*** SOURCE RECORDS Section Begins ***

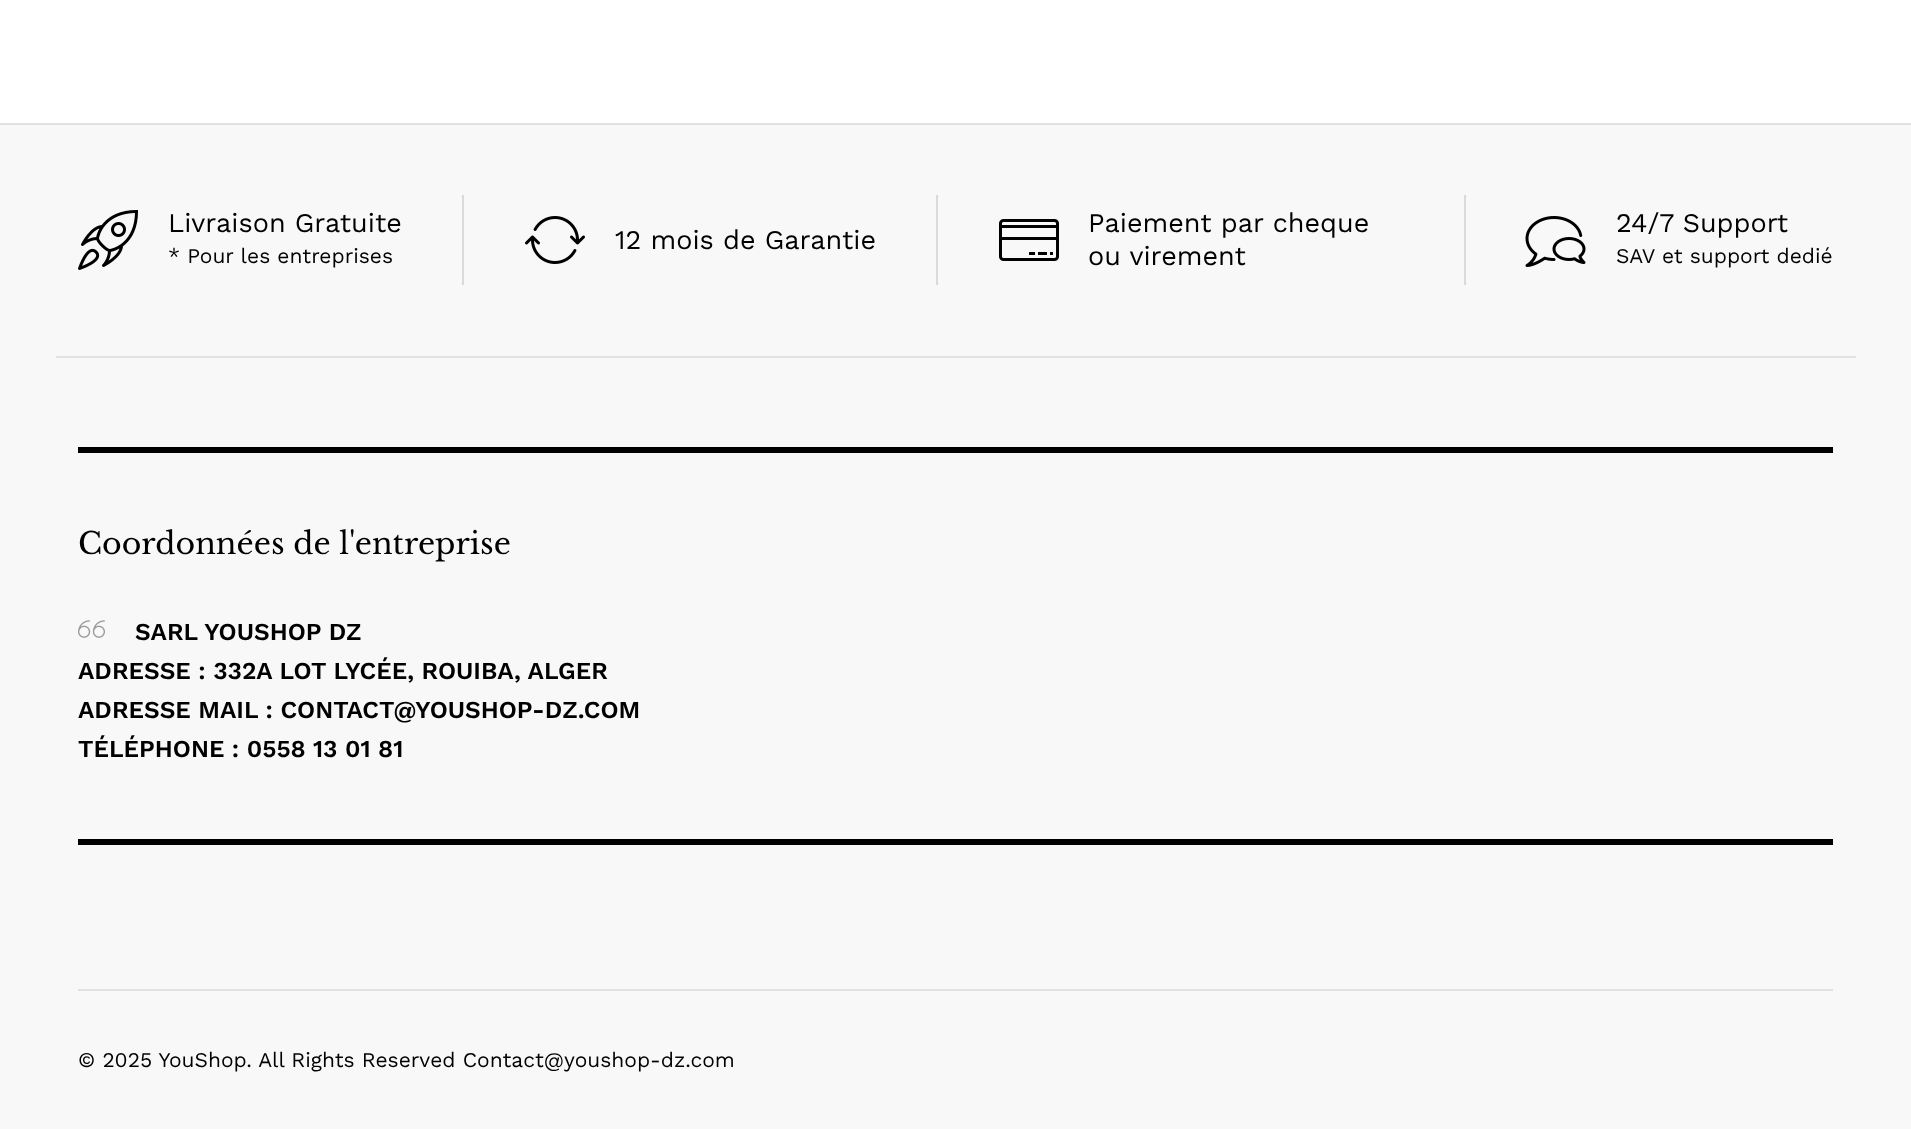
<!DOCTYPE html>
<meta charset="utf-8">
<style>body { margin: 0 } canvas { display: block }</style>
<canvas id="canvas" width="1911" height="1129"></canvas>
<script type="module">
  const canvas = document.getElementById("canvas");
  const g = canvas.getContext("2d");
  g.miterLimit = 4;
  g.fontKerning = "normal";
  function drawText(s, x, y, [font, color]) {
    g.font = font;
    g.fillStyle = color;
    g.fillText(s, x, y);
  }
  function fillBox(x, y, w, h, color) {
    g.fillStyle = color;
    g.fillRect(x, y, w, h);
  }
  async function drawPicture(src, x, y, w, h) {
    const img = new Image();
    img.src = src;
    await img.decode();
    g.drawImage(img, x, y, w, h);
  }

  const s1 = ["27px Work Sans", "#000000"];
  const s2 = ["21px Work Sans", "#000000"];
  const s3 = ["30px Libre Baskerville", "#000000"];
  const s4 = ["600 24.4px Work Sans", "#000000"];

  fillBox(0, 0, 1911, 1129, "#FFFFFF");
  fillBox(0, 123, 1911, 2, "#E1E1E1");
  fillBox(0, 125, 1911, 1004, "#F8F8F8");
  fillBox(56, 356, 1800, 2, "#E1E1E1");
  await drawPicture("pic1.png", 78, 210, 60, 60);
  drawText("Livraison Gratuite", 168, 232, s1);
  drawText("* Pour les entreprises", 168, 263, s2);
  fillBox(462, 195, 2, 90, "#DADADA");
  await drawPicture("pic2.png", 525, 216, 60, 48);
  drawText("12 mois de Garantie", 615, 249, s1);
  fillBox(936, 195, 2, 90, "#DADADA");
  await drawPicture("pic3.png", 999, 219, 60, 42);
  drawText("Paiement par cheque", 1088, 232, s1);
  drawText("ou virement", 1088, 265, s1);
  fillBox(1464, 195, 2, 90, "#DADADA");
  await drawPicture("pic4.png", 1525, 216, 61, 51);
  drawText("24/7 Support", 1616, 232, s1);
  drawText("SAV et support dedié", 1616, 263, s2);
  fillBox(78, 989, 1755, 2, "#E1E1E1");
  fillBox(78, 447, 1755, 6, "#000000");
  fillBox(78, 839, 1755, 6, "#000000");
  drawText("Coordonnées de l'entreprise", 78, 554, s3);
  await drawPicture("pic5.png", 78, 620, 27, 18);
  drawText("SARL YOUSHOP DZ", 135, 640, s4);
  drawText("ADRESSE : 332A LOT LYCÉE, ROUIBA, ALGER", 78, 679, s4);
  drawText("ADRESSE MAIL : CONTACT@YOUSHOP-DZ.COM", 78, 718, s4);
  drawText("TÉLÉPHONE : 0558 13 01 81", 78, 757, s4);
  drawText("© 2025 YouShop. All Rights Reserved Contact@youshop-dz.com", 78, 1067, s2);
</script>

*** SOURCE RECORDS Section Ends ***

◆ WHAT IS NEEDED ◆
Copy the lines that hold the word "canvas". Take them from the records above.

◆ WRITTEN SOLUTION ◆
<style>body { margin: 0 } canvas { display: block }</style>
<canvas id="canvas" width="1911" height="1129"></canvas>
  const canvas = document.getElementById("canvas");
  const g = canvas.getContext("2d");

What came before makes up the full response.